Permeable borders

King Lear asks questions about what it means to be mad. The borders between sanity and insanity in the monarch himself seem particularly permeable. 
As far as Elizabethans were concerned, one of the principal ways in which human beings were distinguished from animals was that of rationality. Human beings could think, use their powers of reason and use those powers to rein in their physical desires. See Chain of Being

Unstable from the beginning?

King Lear 1769 artist unknownLear may not be mad when the play opens, but he is far from rational. Given that he has already divided his kingdom between his three daughters, his public love-test makes no sense. After he leaves the stage, both Goneril and Regan question his abilities, regarding him as a mentally failing old man. He has rejected a biological and social bond (with Cordelia) without any reflection. However, they are perfectly willing to pander to his ‘unconstant starts’ as long as it leads to their own acquisition of power.
The love-test reveals Lear’s disturbed mind: his undisguised need for affirmation and respect; his unsubtle appeal to greed (i.e. most love equals biggest share of the kingdom) and his addiction to power (his apparent relinquishment of this is shown to be hollow once reality bites).
So is Lear mad from the outset of the play? His state of mind is certainly called into question. Goneril remarks that 'he hath ever but slenderly known himself' and later in Act 1 Scene 5 the Fool says, ‘You should not have been old before thou hadst been wise.' Most interestingly, Lear himself says, 'Let me not be mad, sweet heaven.' Notice that he does not say 'go mad' - which would imply the future. The present tense suggests that Lear fears he may be mad already. 

Sane but stupid

If we grant that Lear is sane at the beginning of the play, then that sanity is characterized by very challenging behaviour.
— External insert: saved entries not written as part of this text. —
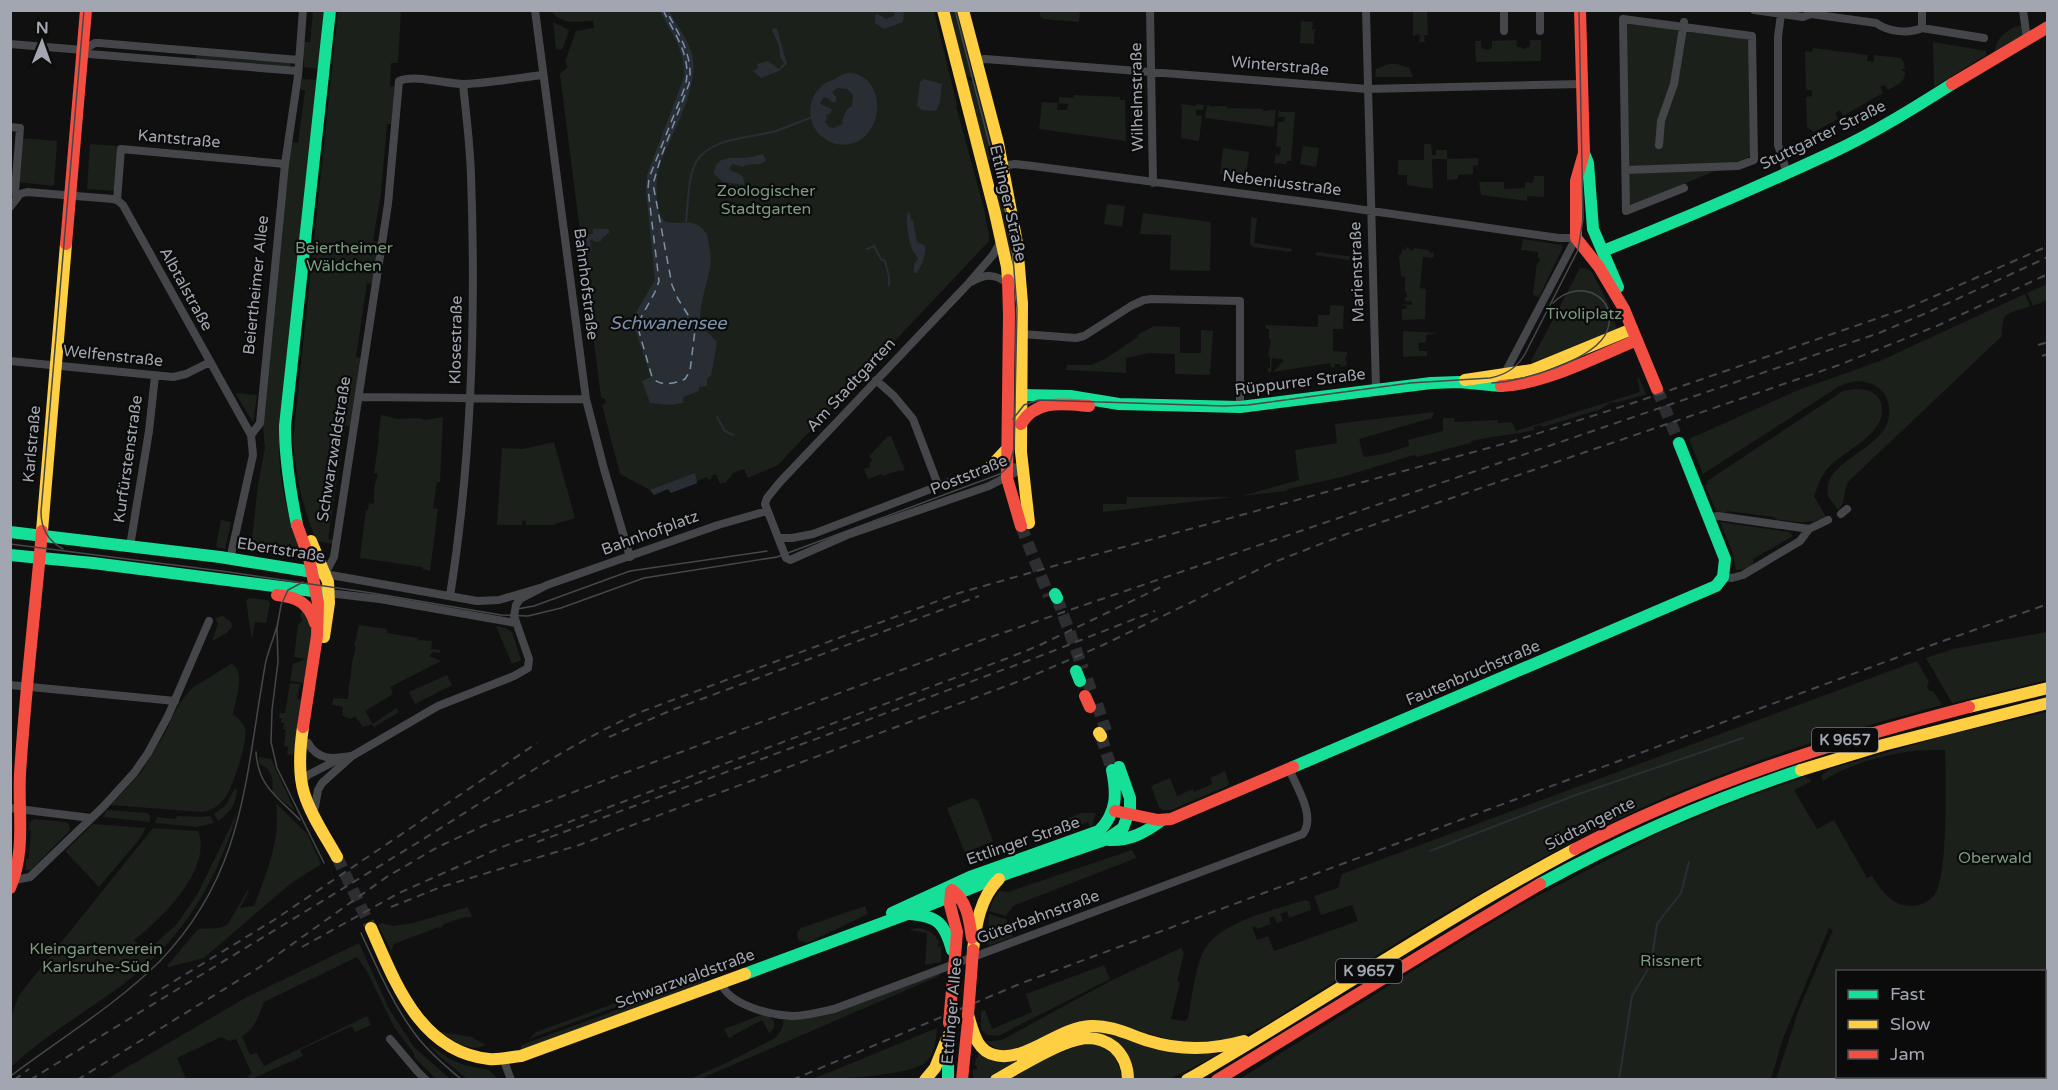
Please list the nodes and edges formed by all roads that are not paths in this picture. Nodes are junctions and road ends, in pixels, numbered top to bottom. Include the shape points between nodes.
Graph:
1 (86, 10) edge
2 (303, 10) edge
3 (330, 10) edge
4 (535, 10) edge
5 (943, 10) edge
6 (963, 10) edge
7 (1150, 10) edge
8 (1366, 10) edge
9 (1504, 10) edge
10 (1540, 10) edge
11 (1581, 10) edge
12 (1754, 10) edge
13 (1922, 10) edge
14 (2023, 10) edge
15 (1811, 12) edge
16 (1781, 14) junction
17 (1684, 24) junction
18 (2048, 27) edge
19 (1922, 28) junction
20 (1504, 31) dead end
21 (1540, 31) dead end
22 (1984, 38) dead end
23 (2027, 39) junction
24 (10, 44) edge
25 (129, 45) junction
26 (83, 50) junction
27 (193, 51) junction
28 (299, 57) junction
29 (128, 58) junction
30 (976, 61) junction
31 (193, 63) junction
32 (298, 71) junction
33 (1152, 71) junction
34 (543, 75) junction
35 (463, 84) junction
36 (1582, 84) junction
37 (1367, 89) junction
38 (10, 127) edge
39 (1659, 145) dead end
40 (1584, 153) junction
41 (285, 164) junction
42 (1002, 166) junction
43 (983, 169) junction
44 (1626, 170) junction
45 (1787, 173) junction
46 (1153, 183) junction
47 (1684, 188) dead end
48 (70, 196) junction
49 (117, 200) junction
50 (12, 203) edge
51 (1371, 211) junction
52 (1576, 238) junction
53 (1002, 241) junction
54 (1603, 251) junction
55 (1597, 265) junction
56 (968, 284) junction
57 (1008, 284) junction
58 (1624, 309) junction
59 (1022, 334) junction
60 (1634, 334) junction
61 (10, 361) edge
62 (210, 362) junction
63 (56, 366) junction
64 (1509, 374) junction
65 (155, 376) junction
66 (876, 380) junction
67 (1452, 382) junction
68 (1498, 386) junction
69 (1376, 389) junction
70 (1657, 389) tunnel mouth
71 (1021, 395) junction
72 (359, 397) junction
73 (469, 397) junction
74 (586, 399) junction
75 (1116, 404) junction
76 (1240, 407) junction
77 (1007, 408) junction
78 (1021, 424) junction
79 (254, 432) junction
80 (1678, 443) tunnel mouth
81 (1006, 450) junction
82 (991, 466) junction
83 (1022, 469) junction
84 (1006, 472) junction
85 (938, 485) junction
86 (767, 511) junction
87 (1708, 518) junction
88 (1828, 520) dead end
89 (1809, 529) junction
90 (10, 532) edge
91 (41, 536) junction
92 (778, 538) junction
93 (130, 546) junction
94 (10, 555) edge
95 (630, 556) junction
96 (40, 558) junction
97 (230, 559) junction
98 (319, 573) junction
99 (1724, 577) junction
100 (246, 583) junction
101 (543, 587) junction
102 (322, 592) junction
103 (450, 596) junction
104 (209, 621) dead end
105 (516, 623) junction
106 (317, 636) junction
107 (10, 685) edge
108 (28, 686) junction
109 (2048, 688) edge
110 (175, 701) junction
111 (2048, 703) edge
112 (308, 743) junction
113 (347, 757) junction
114 (1289, 769) junction
115 (305, 778) junction
116 (16, 809) edge
117 (1115, 811) junction
118 (316, 813) junction
119 (1129, 815) junction
120 (91, 818) junction
121 (1162, 820) junction
122 (1107, 839) junction
123 (337, 857) tunnel mouth
124 (1006, 874) junction
125 (961, 880) joint
126 (13, 884) edge
127 (950, 892) junction
128 (908, 914) junction
129 (876, 924) junction
130 (371, 928) tunnel mouth
131 (974, 947) junction
132 (955, 957) junction
133 (721, 983) junction
134 (968, 1015) junction
135 (949, 1029) junction
136 (1264, 1034) junction
137 (390, 1039) dead end
138 (503, 1058) junction
139 (1218, 1079) edge
140 (426, 1080) edge
141 (511, 1080) edge
142 (925, 1080) edge
143 (948, 1080) edge
144 (962, 1080) edge
145 (996, 1080) edge
146 (1128, 1080) edge
147 (1187, 1080) edge

1 - 26 main road, Karlstraße
2 - 28 street, Beiertheimer Allee
3 - 98 main road via 285,426 286,466 296,514 306,531
4 - 34 street, Bahnhofstraße
5 - 43 main road, Ettlinger Straße
6 - 30 main road, Ettlinger Straße
7 - 33 street, Wilhelmstraße
8 - 37 street, Marienstraße
9 - 20 street
10 - 21 street
11 - 36 main road
12 - 16 street
13 - 19 street
14 - 23 street
15 - 16 street via 1803,17
15 - 19 street via 1876,22 1884,28 1913,33
16 - 45 street via 1778,145
17 - 39 street
17 - 44 street via 1623,19
17 - 44 street via 1752,36 1754,160 1738,166
18 - 23 main road, Stuttgarter Straße
19 - 22 street
23 - 45 main road, Stuttgarter Straße via 1875,130
24 - 26 street
25 - 26 street via 95,43
25 - 27 street
25 - 29 street
26 - 29 street
26 - 48 main road, Karlstraße
27 - 28 street
27 - 31 street
28 - 32 street, Beiertheimer Allee
29 - 31 street
30 - 33 street, Winterstraße
30 - 42 main road, Ettlinger Straße
31 - 32 street
32 - 41 street, Beiertheimer Allee
33 - 37 street, Winterstraße
33 - 46 street, Wilhelmstraße
34 - 35 street
34 - 74 street, Bahnhofstraße
35 - 72 street, Schwarzwaldstraße via 399,81 392,171
35 - 73 street, Klosestraße via 471,174
36 - 37 street, Winterstraße
36 - 40 main road
37 - 51 street, Marienstraße
38 - 50 street via 20,128
40 - 52 main road via 1576,181
40 - 54 main road via 1593,229
41 - 49 street, Kantstraße via 121,149
41 - 79 street, Beiertheimer Allee via 260,423
42 - 43 main road, Nebeniusstraße
42 - 46 street, Nebeniusstraße via 1016,164
42 - 59 main road, Ettlinger Straße via 1022,279
43 - 53 main road, Ettlinger Straße
44 - 47 street via 1626,211
45 - 54 main road, Stuttgarter Straße
46 - 51 street, Nebeniusstraße
48 - 49 street
48 - 50 street via 23,192
48 - 63 main road, Karlstraße
49 - 62 street, Albtalstraße
51 - 52 street, Nebeniusstraße
51 - 69 street, Marienstraße
52 - 54 main road
52 - 55 main road
52 - 64 street
53 - 56 street, Am Stadtgarten
53 - 57 main road, Ettlinger Straße
54 - 55 main road
54 - 58 main road
55 - 58 main road
56 - 57 street via 992,275
56 - 66 street, Am Stadtgarten
57 - 77 main road, Ettlinger Straße
58 - 60 main road
59 - 71 main road, Ettlinger Straße
59 - 76 street via 1084,336 1148,299 1240,301
60 - 64 main road via 1532,370
60 - 68 main road via 1534,382
60 - 70 main road
61 - 63 street, Welfenstraße
62 - 65 street, Welfenstraße via 186,374
62 - 79 street, Albtalstraße
63 - 65 street, Welfenstraße
63 - 91 main road, Karlstraße
64 - 67 main road, Rüppurrer Straße
64 - 68 street
65 - 93 street, Kurfürstenstraße
66 - 85 street via 913,419
66 - 86 street, Am Stadtgarten via 780,482 767,498
67 - 68 main road, Rüppurrer Straße
67 - 69 main road, Rüppurrer Straße
69 - 76 main road, Rüppurrer Straße
71 - 75 main road, Rüppurrer Straße via 1070,396
71 - 77 main road
71 - 78 main road, Ettlinger Straße
72 - 73 street
72 - 98 street, Schwarzwaldstraße via 333,563
73 - 74 street
73 - 103 street, Klosestraße via 464,495
74 - 95 street, Bahnhofstraße
75 - 76 main road, Rüppurrer Straße
75 - 78 main road, Rüppurrer Straße via 1047,405 1030,411
77 - 81 main road, Ettlinger Straße
78 - 83 main road, Ettlinger Straße
79 - 97 street, Beiertheimer Allee via 253,455
80 - 87 main road
81 - 82 main road
81 - 84 main road, Ettlinger Straße
82 - 84 street, Poststraße
82 - 85 street, Poststraße
83 - 84 street, Poststraße
83 - 84 main road, Ettlinger Straße via 1025,524
84 - 92 street, Poststraße via 937,505 823,544 808,554 788,559
85 - 92 street, Poststraße via 813,534
86 - 92 street
86 - 95 street, Bahnhofplatz
87 - 89 street via 1718,516
87 - 99 main road via 1725,559
88 - 89 street, Fautenbruchstraße
89 - 99 street, Fautenbruchstraße via 1800,542 1743,575
90 - 91 main road, Ebertstraße
91 - 93 main road, Ebertstraße
91 - 96 main road, Karlstraße
93 - 97 main road, Ebertstraße
94 - 96 main road
95 - 101 street, Bahnhofplatz
96 - 100 main road
96 - 108 main road, Karlstraße
97 - 98 main road, Ebertstraße
98 - 102 main road, Schwarzwaldstraße
98 - 103 street, Ebertstraße
99 - 114 main road, Fautenbruchstraße via 1716,586 1689,598
100 - 102 main road
100 - 106 main road, Schwarzwaldstraße via 259,592 301,600 313,615
101 - 103 street, Ebertstraße via 492,601
101 - 105 street, Bahnhofplatz via 517,602
102 - 105 street
102 - 106 main road, Schwarzwaldstraße
102 - 112 main road, Schwarzwaldstraße via 328,613
104 - 110 street
105 - 113 street via 530,663 524,672 438,706
106 - 115 main road, Schwarzwaldstraße via 301,743
107 - 108 street
108 - 110 street
108 - 116 main road, Karlstraße
109 - 136 main road, Südtangente / K 9657 via 1834,743 1748,772 1649,813 1515,882
110 - 120 street via 156,741 134,773
111 - 139 main road, Südtangente / K 9657 via 1855,752 1682,814 1509,902
112 - 113 street via 327,759
112 - 115 main road, Schwarzwaldstraße
113 - 115 street
113 - 118 street via 318,790
114 - 121 main road, Fautenbruchstraße
114 - 133 street, Güterbahnstraße via 1307,813 1303,834 834,1009 792,1016 746,1005 728,995
115 - 118 main road, Schwarzwaldstraße via 304,793
116 - 120 street
116 - 126 main road, Karlstraße via 22,823
117 - 119 main road, Fautenbruchstraße
117 - 119 main road via 1116,768 1130,798
117 - 125 main road, Ettlinger Straße via 1105,826 1093,834
118 - 123 main road, Schwarzwaldstraße
119 - 121 main road, Fautenbruchstraße
119 - 122 main road, Ettlinger Straße via 1123,828
120 - 126 street via 30,877
121 - 122 main road via 1131,838
122 - 124 main road, Ettlinger Straße
124 - 127 main road, Schwarzwaldstraße
124 - 131 main road via 986,897
125 - 127 main road, Schwarzwaldstraße
127 - 128 main road, Schwarzwaldstraße
127 - 129 main road, Schwarzwaldstraße via 892,912
127 - 131 main road via 966,911
127 - 132 main road, Ettlinger Allee via 957,929
128 - 129 main road, Schwarzwaldstraße
128 - 132 main road via 925,915 944,926
129 - 133 main road, Schwarzwaldstraße
130 - 138 main road, Schwarzwaldstraße via 400,991 426,1028 443,1043 468,1056
131 - 134 main road, Ettlinger Allee, bridge
132 - 135 main road, Ettlinger Allee, bridge
133 - 138 main road, Schwarzwaldstraße via 528,1054
134 - 136 main road via 979,1045 1002,1057 1085,1026 1113,1029 1185,1050 1218,1048
134 - 144 main road, Ettlinger Allee
135 - 142 main road via 940,1059
135 - 143 main road, Ettlinger Allee
136 - 147 main road, Südtangente / K 9657
137 - 140 street
138 - 141 street
145 - 146 main road via 1067,1043 1090,1038 1104,1041 1119,1052 1127,1067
He simply will not accept his physical and mental fragility. His words are full of denial. He protests at the way he is treated; he indulges in self-pity and he evades the truth about his condition.

The grace of insanity

Shakespeare demonstrates that a loss of rational powers can have some merit in it, despite the pathetic condition to which it renders people. For example, a fragmentation of the mind can actually be a means by which the body protects itself from the effects of stress. Lear’s madness is a shield from the pain of too much reality as he learns about suffering and the depravity of human nature. Furthermore, it is only through madness that Lear ‘sees’ himself for what he is. It gives him a form of detachment from his former self and he himself begins to perform the same function that the Fool had had prior to his master’s descent. 

Wisdom and foolishness

Shakespeare’s audience would recognise that a biblical injunction is being played out here in which conventional attitudes to wisdom are overturned. In 1 Corinthians, Paul explains how sophisticated worldly ‘wisdom’ doesn’t comprehend the ‘foolish’ death of Jesus on a cross, although Christians believe that this is the means of salvation:
      18For the message of the cross is foolishness to those who are perishing, but to us who are being saved it is the power of God. 19For it is written:
 ‘I will destroy the wisdom of the wise;
 the intelligence of the intelligent I will frustrate.’
20Where is the wise person? Where is the teacher of the law? Where is the philosopher of this age? Has not God made foolish the wisdom of the world? .. 25For the foolishness of God is wiser than human wisdom, and the weakness of God is stronger than human strength.
1 Corinthians 1:18-20     
Paul maintains that in the kingdom of God distinctions about status and worldly intelligence are rightly overturned:
      26Brothers and sisters, think of what you were when you were called. Not many of you were wise by human standards; not many were influential; not many were of noble birth. 27But God chose the foolish things of the world to shame the wise; God chose the weak things of the world to shame the strong. 28God chose the lowly things of this world and the despised things – and the things that are not – to nullify the things that are, 29so that no one may boast before him. 
1 Corinthians 1:26-29     
It is thus that the insignificant Fool speaks wisely, the lowly servant enacts retribution on powerful Cornwall, the despised Edgar defeats Edmund.

Lear’s ‘foolish’ wisdom

The same process is seen through the figure of the ‘foolish’ King. When Lear enters ‘mad’ in Act 4 Scene 6 his perception of Goneril and Regan displays insight (which he lacked when ‘wise’):
      They flattered me like a dog … they told me I was everything; ‘tis a lie, I am not ague-proof.
His weakness ‘shames’ their unwarranted aggression. 
And the insights continue to flow: ‘A man may see how this world goes with no eyes; look with thine ears.’ (Act 4 Scene 6) Now Lear can perceive the difference between true respect for an individual and fear of the authority wielded by those with power: ‘A dog’s obeyed in office.’
When Lear wakes in Act 4 Scene 7 he asks: ‘Where have I been?’ Ironically, madness has taken him to a place of comprehension, where he has seen himself for what he is – ‘a very foolish fond old man .. / .. not in my perfect mind.’ This perception stays with him until his death.